Federal judge orders SBA to release details of PPP loans
The U.S. Small Business Administration has been ordered to release detailed information about the $659 billion Paycheck Protection Program by Nov. 19. (Kansas City Business Journal)

MRIGlobal plans $16.6 million diagnostics center upgrade
The Kansas City research institute has helped initiate $11 million of COVID-19 projects since its new diagnostics center opened last year. The upgraded center is expected to create at least 100 new jobs in the next five years. (Kansas City Business Journal)

KC investment group buys three apartment communities for $21 million
FTW Investments acquired three properties and about 430 units in total in Independence from Texas-based multifamily manager Urban Southwest Capital. (Kansas City Business Journal)

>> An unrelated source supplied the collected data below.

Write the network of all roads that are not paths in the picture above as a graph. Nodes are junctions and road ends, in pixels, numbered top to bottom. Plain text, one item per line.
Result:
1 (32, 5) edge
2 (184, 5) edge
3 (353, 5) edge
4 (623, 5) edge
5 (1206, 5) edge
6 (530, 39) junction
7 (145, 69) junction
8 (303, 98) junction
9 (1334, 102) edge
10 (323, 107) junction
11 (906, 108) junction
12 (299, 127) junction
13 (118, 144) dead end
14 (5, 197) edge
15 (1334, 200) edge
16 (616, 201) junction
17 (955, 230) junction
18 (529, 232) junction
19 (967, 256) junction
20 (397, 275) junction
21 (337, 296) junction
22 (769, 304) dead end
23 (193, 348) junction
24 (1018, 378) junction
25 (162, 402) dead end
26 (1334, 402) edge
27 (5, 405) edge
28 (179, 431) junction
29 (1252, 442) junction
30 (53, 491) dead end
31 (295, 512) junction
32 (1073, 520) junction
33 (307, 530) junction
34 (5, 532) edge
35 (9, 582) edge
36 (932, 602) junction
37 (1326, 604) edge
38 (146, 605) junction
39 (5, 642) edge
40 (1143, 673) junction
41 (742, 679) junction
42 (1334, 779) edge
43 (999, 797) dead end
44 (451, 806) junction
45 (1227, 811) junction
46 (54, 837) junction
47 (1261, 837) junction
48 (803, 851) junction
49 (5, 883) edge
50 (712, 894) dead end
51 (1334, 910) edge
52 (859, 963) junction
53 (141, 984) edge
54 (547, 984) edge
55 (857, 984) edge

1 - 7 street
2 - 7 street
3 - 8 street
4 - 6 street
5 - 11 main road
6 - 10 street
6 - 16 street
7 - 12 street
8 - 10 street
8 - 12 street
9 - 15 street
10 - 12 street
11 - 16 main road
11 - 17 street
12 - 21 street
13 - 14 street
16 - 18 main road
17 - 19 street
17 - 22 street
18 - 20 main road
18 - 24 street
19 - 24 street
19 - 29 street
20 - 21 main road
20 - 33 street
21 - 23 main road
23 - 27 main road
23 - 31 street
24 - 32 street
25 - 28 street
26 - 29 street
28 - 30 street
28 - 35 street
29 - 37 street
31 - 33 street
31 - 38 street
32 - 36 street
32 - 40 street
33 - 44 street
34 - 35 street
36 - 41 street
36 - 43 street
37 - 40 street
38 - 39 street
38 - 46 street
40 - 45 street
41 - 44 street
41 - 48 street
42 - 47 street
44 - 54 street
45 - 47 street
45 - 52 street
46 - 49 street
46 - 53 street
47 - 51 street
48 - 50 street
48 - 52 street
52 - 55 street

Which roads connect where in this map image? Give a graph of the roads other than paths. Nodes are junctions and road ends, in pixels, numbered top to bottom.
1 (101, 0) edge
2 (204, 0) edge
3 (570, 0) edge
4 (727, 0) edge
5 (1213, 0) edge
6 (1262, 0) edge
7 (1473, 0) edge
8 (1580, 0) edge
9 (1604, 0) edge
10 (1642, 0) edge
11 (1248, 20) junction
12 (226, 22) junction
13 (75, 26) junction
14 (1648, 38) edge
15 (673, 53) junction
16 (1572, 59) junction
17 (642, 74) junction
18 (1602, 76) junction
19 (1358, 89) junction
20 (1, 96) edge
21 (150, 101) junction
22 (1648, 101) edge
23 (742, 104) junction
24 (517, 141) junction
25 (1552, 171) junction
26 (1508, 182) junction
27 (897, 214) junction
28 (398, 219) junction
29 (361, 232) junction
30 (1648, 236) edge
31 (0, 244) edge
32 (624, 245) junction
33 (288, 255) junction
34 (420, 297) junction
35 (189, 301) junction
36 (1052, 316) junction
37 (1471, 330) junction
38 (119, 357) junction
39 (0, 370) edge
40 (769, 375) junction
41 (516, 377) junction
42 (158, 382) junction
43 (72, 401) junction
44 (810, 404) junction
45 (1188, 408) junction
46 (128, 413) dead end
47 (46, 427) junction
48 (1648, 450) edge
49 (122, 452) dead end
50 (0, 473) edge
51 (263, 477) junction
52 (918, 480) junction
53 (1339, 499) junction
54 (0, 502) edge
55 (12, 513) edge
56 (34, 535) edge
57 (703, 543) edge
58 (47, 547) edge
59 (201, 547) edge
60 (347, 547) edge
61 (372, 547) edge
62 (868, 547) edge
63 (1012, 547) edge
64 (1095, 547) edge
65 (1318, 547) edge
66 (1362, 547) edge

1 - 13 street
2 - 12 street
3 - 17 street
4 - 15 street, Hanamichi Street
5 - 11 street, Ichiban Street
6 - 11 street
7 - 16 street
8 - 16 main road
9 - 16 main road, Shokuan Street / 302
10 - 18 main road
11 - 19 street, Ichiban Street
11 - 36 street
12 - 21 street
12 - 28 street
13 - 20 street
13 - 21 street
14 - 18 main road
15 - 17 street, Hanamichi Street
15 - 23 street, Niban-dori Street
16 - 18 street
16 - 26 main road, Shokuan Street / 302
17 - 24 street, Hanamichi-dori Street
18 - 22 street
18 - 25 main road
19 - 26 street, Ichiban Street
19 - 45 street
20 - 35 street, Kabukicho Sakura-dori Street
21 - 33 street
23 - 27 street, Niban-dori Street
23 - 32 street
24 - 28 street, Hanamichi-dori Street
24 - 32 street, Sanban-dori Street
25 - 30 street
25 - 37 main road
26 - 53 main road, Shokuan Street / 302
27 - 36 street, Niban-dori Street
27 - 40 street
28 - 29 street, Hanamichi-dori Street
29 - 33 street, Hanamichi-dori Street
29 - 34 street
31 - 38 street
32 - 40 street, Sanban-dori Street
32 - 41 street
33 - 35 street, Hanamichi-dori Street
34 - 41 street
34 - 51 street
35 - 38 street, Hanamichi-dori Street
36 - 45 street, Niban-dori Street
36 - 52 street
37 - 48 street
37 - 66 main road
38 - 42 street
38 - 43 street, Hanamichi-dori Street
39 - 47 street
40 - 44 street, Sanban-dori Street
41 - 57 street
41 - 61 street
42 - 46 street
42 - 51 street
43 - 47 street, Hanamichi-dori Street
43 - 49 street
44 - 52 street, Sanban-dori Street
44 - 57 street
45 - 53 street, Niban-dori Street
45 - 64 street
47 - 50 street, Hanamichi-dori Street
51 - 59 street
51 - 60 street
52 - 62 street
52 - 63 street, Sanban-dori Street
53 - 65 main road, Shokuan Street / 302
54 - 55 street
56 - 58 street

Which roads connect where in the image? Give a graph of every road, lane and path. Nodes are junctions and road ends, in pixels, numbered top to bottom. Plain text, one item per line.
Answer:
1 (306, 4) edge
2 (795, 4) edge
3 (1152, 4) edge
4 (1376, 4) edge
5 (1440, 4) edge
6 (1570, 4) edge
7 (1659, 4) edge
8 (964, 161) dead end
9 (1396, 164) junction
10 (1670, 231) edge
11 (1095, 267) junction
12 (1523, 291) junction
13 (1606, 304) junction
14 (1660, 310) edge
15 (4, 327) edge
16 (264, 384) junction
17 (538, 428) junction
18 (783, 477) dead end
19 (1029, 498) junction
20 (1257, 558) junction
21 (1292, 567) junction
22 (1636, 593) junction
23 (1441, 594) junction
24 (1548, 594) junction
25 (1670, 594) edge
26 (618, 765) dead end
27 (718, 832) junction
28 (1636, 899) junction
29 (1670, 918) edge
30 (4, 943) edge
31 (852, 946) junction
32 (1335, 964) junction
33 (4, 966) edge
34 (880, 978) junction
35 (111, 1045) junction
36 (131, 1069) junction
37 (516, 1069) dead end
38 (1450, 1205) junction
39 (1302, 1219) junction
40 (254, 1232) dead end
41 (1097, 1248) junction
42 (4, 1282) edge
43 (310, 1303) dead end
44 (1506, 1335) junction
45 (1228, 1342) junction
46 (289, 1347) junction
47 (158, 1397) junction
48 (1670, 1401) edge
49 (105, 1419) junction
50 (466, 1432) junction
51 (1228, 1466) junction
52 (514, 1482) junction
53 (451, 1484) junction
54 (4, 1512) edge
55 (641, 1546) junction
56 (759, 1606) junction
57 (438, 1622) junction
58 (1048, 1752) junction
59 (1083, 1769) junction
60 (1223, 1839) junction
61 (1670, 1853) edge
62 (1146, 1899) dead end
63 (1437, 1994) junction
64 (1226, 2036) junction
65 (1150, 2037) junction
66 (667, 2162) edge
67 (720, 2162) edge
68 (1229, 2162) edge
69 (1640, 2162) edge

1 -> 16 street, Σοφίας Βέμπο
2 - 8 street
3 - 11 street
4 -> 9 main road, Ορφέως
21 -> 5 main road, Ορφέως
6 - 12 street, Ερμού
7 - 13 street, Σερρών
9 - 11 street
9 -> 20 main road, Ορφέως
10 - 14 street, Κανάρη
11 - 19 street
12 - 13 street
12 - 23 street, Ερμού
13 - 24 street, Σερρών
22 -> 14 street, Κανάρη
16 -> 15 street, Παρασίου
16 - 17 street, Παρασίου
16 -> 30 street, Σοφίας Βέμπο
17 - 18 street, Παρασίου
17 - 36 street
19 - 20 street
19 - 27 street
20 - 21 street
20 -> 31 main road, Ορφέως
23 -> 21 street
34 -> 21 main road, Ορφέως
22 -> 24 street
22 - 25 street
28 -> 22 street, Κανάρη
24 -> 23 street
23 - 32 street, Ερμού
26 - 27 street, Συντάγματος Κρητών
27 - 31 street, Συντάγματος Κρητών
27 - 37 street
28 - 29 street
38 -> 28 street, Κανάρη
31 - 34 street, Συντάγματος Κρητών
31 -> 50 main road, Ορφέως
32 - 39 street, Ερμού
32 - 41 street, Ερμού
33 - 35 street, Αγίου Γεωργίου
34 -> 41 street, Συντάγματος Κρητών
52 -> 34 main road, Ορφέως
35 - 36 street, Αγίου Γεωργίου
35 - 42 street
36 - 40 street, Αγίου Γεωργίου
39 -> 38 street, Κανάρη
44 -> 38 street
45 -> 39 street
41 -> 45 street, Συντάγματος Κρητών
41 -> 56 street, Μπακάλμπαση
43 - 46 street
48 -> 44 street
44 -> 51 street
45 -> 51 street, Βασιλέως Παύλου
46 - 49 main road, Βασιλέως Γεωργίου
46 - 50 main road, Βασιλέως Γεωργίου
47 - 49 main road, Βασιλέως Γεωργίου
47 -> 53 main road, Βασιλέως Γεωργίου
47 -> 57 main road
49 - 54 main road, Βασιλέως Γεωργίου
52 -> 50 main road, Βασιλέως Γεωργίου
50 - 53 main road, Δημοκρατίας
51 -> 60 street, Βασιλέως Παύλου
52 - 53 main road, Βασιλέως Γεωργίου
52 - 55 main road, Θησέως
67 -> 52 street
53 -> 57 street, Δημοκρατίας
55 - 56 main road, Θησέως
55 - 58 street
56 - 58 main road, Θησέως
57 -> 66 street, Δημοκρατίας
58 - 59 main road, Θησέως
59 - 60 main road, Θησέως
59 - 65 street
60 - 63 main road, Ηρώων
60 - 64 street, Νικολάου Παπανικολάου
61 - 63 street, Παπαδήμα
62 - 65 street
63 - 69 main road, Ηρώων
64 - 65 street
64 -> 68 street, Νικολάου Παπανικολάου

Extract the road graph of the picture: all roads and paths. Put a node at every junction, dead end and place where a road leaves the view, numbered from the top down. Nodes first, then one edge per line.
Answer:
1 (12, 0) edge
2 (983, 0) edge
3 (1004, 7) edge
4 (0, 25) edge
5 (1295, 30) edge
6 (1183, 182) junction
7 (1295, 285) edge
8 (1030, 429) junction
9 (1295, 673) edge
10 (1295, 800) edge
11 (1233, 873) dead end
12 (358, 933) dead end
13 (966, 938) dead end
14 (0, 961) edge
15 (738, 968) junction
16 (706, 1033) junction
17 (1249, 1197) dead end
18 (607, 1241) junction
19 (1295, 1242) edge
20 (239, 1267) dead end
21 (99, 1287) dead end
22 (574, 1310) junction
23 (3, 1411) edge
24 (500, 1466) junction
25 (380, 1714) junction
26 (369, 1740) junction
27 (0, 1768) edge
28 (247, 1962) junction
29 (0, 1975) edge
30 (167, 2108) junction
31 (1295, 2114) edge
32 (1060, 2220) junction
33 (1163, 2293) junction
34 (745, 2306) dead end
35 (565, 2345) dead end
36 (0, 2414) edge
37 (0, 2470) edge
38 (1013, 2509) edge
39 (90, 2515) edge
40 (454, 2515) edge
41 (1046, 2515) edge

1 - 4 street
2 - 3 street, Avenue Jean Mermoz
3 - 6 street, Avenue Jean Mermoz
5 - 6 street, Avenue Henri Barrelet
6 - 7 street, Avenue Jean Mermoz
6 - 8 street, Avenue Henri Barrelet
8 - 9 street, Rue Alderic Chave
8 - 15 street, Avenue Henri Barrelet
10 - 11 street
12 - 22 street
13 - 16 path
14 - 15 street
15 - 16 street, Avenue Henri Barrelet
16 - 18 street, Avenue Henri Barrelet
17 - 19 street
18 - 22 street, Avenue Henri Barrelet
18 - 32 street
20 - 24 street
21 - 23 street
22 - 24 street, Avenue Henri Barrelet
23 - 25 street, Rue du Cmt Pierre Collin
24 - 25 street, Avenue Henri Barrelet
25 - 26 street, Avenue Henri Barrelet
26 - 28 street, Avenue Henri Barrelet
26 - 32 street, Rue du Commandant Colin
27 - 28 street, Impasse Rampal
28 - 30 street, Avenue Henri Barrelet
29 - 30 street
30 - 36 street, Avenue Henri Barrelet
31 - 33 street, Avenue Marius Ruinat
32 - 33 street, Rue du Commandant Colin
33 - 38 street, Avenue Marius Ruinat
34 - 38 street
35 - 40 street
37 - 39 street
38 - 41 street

California developer plans $15 million senior community in Florissant
The developer plans to put assisted- and independent-living beds in buildings that resemble traditional homes. (St. Louis Business Journal)

ITF Group consolidates St. Louis-area facilities, plans up to 50 hires
The warehousing and logistics company recently moved to a new Hazelwood location, where it expects to add employees and see revenue increase up to 45%. (St. Louis Business Journal)


Say that again

“It’s still the affliction of bias. Those biases can make you feel like you don’t belong.”

That’s Rose Thompson, chief operating officer of investment bank ButcherJoseph & Co., speaking about the lack of minority women in the field of mergers-and-acquisitions law, the St. Louis Business Journal reports. The St. Louis chapter of the Association for Corporate Growth, an industry group focused on middle-market businesses, could only identify one woman of color among its 350 members. The group’s incoming president expressed interest in having more women of color join the group, but she says the major hindrance is that companies are not hiring or promoting enough of these women to make them eligible for membership.


Go figure

$200 million

That’s how much T-Mobile will have to pay the U.S. Treasury for mistakes that Sprint made with a subsidy program, FierceWireless reports. After acquiring the Overland Park, Kansas-based telecom company, T-Mobile is now responsible for paying the settlement that resulted from Sprint collecting federal subsidies for inactive users. Sprint claimed subsidies for more than 885,000 users who were no longer using the company’s services. The Federal Communications Commission said this was the largest fixed-amount settlement that has been paid to resolve an investigation.


Hello my name is

afloat

That’s the name of the new app launched by a Kansas City-based startup aiming to foster community and social support, the Kansas City Business Journal reports. The app seeks to connect members of the community in need of help with those who can assist them. The requests can range from the need for a meal to be delivered to a request for a ride. The startup recently raised more than $500,000 from local angel investors.


It’s been a pleasure doing business with you this morning.